>>>

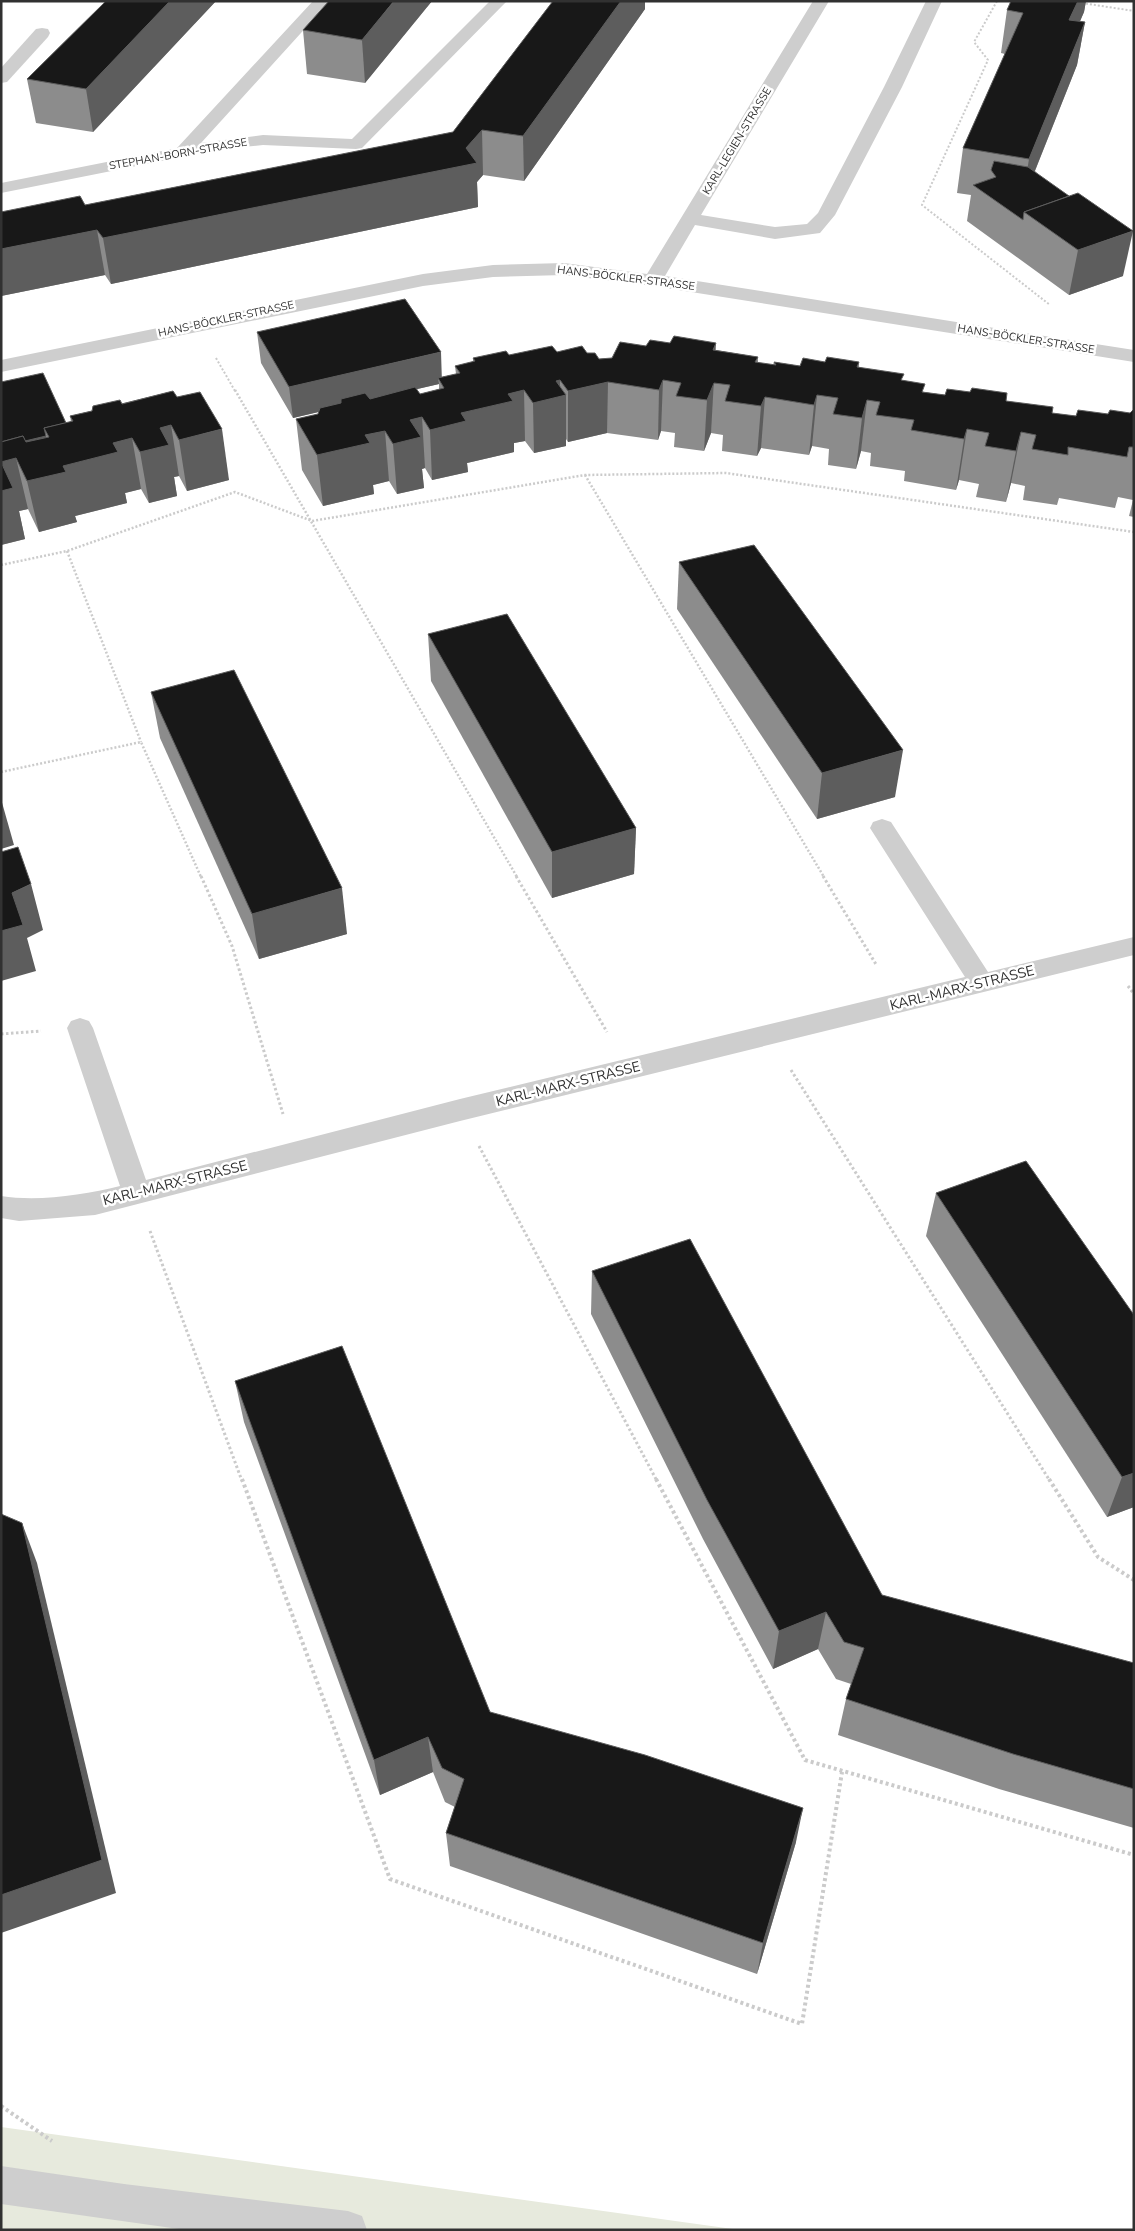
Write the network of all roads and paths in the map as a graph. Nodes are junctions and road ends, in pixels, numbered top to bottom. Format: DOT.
graph roads {
  1 [pos="322,1"];
  2 [pos="499,1"];
  3 [pos="821,1"];
  4 [pos="934,1"];
  5 [pos="997,1"];
  6 [pos="1079,3"];
  7 [pos="1134,11"];
  8 [pos="42,33"];
  9 [pos="1,78"];
  10 [pos="183,152"];
  11 [pos="1,188"];
  12 [pos="690,219"];
  13 [pos="653,280"];
  14 [pos="197,325"];
  15 [pos="1110,352"];
  16 [pos="1134,356"];
  17 [pos="1,366"];
  18 [pos="585,475"];
  19 [pos="312,521"];
  20 [pos="1134,532"];
  21 [pos="67,551"];
  22 [pos="1,565"];
  23 [pos="141,742"];
  24 [pos="1,772"];
  25 [pos="882,828"];
  26 [pos="1134,946"];
  27 [pos="982,983"];
  28 [pos="899,1003"];
  29 [pos="80,1028"];
  30 [pos="769,1035"];
  31 [pos="629,1069"];
  32 [pos="460,1110"];
  33 [pos="295,1152"];
  34 [pos="136,1193"];
  35 [pos="1,1207"];
  36 [pos="1134,1580"];
  37 [pos="842,1772"];
  38 [pos="1134,1855"];
  39 [pos="1,2185"];
  40 [pos="348,2230"];
  1 -- 10 [label="street"];
  2 -- 10 [label="street, STEPHAN-BORN-STRASSE"];
  3 -- 12 [label="street, KARL-LEGIEN-STRASSE"];
  4 -- 12 [label="street"];
  5 -- 15 [label="path"];
  6 -- 7 [label="path"];
  8 -- 9 [label="street"];
  10 -- 11 [label="street, STEPHAN-BORN-STRASSE"];
  12 -- 13 [label="street, KARL-LEGIEN-STRASSE"];
  13 -- 14 [label="street, HANS-BÖCKLER-STRASSE"];
  13 -- 15 [label="street, HANS-BÖCKLER-STRASSE"];
  14 -- 17 [label="street, HANS-BÖCKLER-STRASSE"];
  14 -- 19 [label="path"];
  15 -- 16 [label="street, HANS-BÖCKLER-STRASSE"];
  18 -- 19 [label="path"];
  18 -- 20 [label="path"];
  18 -- 28 [label="path"];
  19 -- 21 [label="path"];
  19 -- 31 [label="path"];
  21 -- 22 [label="path"];
  21 -- 23 [label="path"];
  23 -- 24 [label="path"];
  23 -- 33 [label="path"];
  25 -- 27 [label="street"];
  26 -- 27 [label="street, KARL-MARX-STRASSE"];
  27 -- 28 [label="street, KARL-MARX-STRASSE"];
  28 -- 30 [label="street, KARL-MARX-STRASSE"];
  29 -- 34 [label="street"];
  30 -- 31 [label="street, KARL-MARX-STRASSE"];
  30 -- 36 [label="path"];
  31 -- 32 [label="street, KARL-MARX-STRASSE"];
  32 -- 33 [label="street, KARL-MARX-STRASSE"];
  32 -- 37 [label="path"];
  33 -- 34 [label="street, KARL-MARX-STRASSE"];
  34 -- 35 [label="street, KARL-MARX-STRASSE"];
  34 -- 37 [label="path"];
  37 -- 38 [label="path"];
  39 -- 40 [label="street"];
}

<<<

Problem »
Your job is to reproduce the material exactly. Keep pictures out of it.

Response to the exercise »
Write the network of all roads and paths in the map as a graph. Nodes are junctions and road ends, in pixels, numbered top to bottom. Format: DOT.
graph roads {
  1 [pos="322,1"];
  2 [pos="499,1"];
  3 [pos="821,1"];
  4 [pos="934,1"];
  5 [pos="997,1"];
  6 [pos="1079,3"];
  7 [pos="1134,11"];
  8 [pos="42,33"];
  9 [pos="1,78"];
  10 [pos="183,152"];
  11 [pos="1,188"];
  12 [pos="690,219"];
  13 [pos="653,280"];
  14 [pos="197,325"];
  15 [pos="1110,352"];
  16 [pos="1134,356"];
  17 [pos="1,366"];
  18 [pos="585,475"];
  19 [pos="312,521"];
  20 [pos="1134,532"];
  21 [pos="67,551"];
  22 [pos="1,565"];
  23 [pos="141,742"];
  24 [pos="1,772"];
  25 [pos="882,828"];
  26 [pos="1134,946"];
  27 [pos="982,983"];
  28 [pos="899,1003"];
  29 [pos="80,1028"];
  30 [pos="769,1035"];
  31 [pos="629,1069"];
  32 [pos="460,1110"];
  33 [pos="295,1152"];
  34 [pos="136,1193"];
  35 [pos="1,1207"];
  36 [pos="1134,1580"];
  37 [pos="842,1772"];
  38 [pos="1134,1855"];
  39 [pos="1,2185"];
  40 [pos="348,2230"];
  1 -- 10 [label="street"];
  2 -- 10 [label="street, STEPHAN-BORN-STRASSE"];
  3 -- 12 [label="street, KARL-LEGIEN-STRASSE"];
  4 -- 12 [label="street"];
  5 -- 15 [label="path"];
  6 -- 7 [label="path"];
  8 -- 9 [label="street"];
  10 -- 11 [label="street, STEPHAN-BORN-STRASSE"];
  12 -- 13 [label="street, KARL-LEGIEN-STRASSE"];
  13 -- 14 [label="street, HANS-BÖCKLER-STRASSE"];
  13 -- 15 [label="street, HANS-BÖCKLER-STRASSE"];
  14 -- 17 [label="street, HANS-BÖCKLER-STRASSE"];
  14 -- 19 [label="path"];
  15 -- 16 [label="street, HANS-BÖCKLER-STRASSE"];
  18 -- 19 [label="path"];
  18 -- 20 [label="path"];
  18 -- 28 [label="path"];
  19 -- 21 [label="path"];
  19 -- 31 [label="path"];
  21 -- 22 [label="path"];
  21 -- 23 [label="path"];
  23 -- 24 [label="path"];
  23 -- 33 [label="path"];
  25 -- 27 [label="street"];
  26 -- 27 [label="street, KARL-MARX-STRASSE"];
  27 -- 28 [label="street, KARL-MARX-STRASSE"];
  28 -- 30 [label="street, KARL-MARX-STRASSE"];
  29 -- 34 [label="street"];
  30 -- 31 [label="street, KARL-MARX-STRASSE"];
  30 -- 36 [label="path"];
  31 -- 32 [label="street, KARL-MARX-STRASSE"];
  32 -- 33 [label="street, KARL-MARX-STRASSE"];
  32 -- 37 [label="path"];
  33 -- 34 [label="street, KARL-MARX-STRASSE"];
  34 -- 35 [label="street, KARL-MARX-STRASSE"];
  34 -- 37 [label="path"];
  37 -- 38 [label="path"];
  39 -- 40 [label="street"];
}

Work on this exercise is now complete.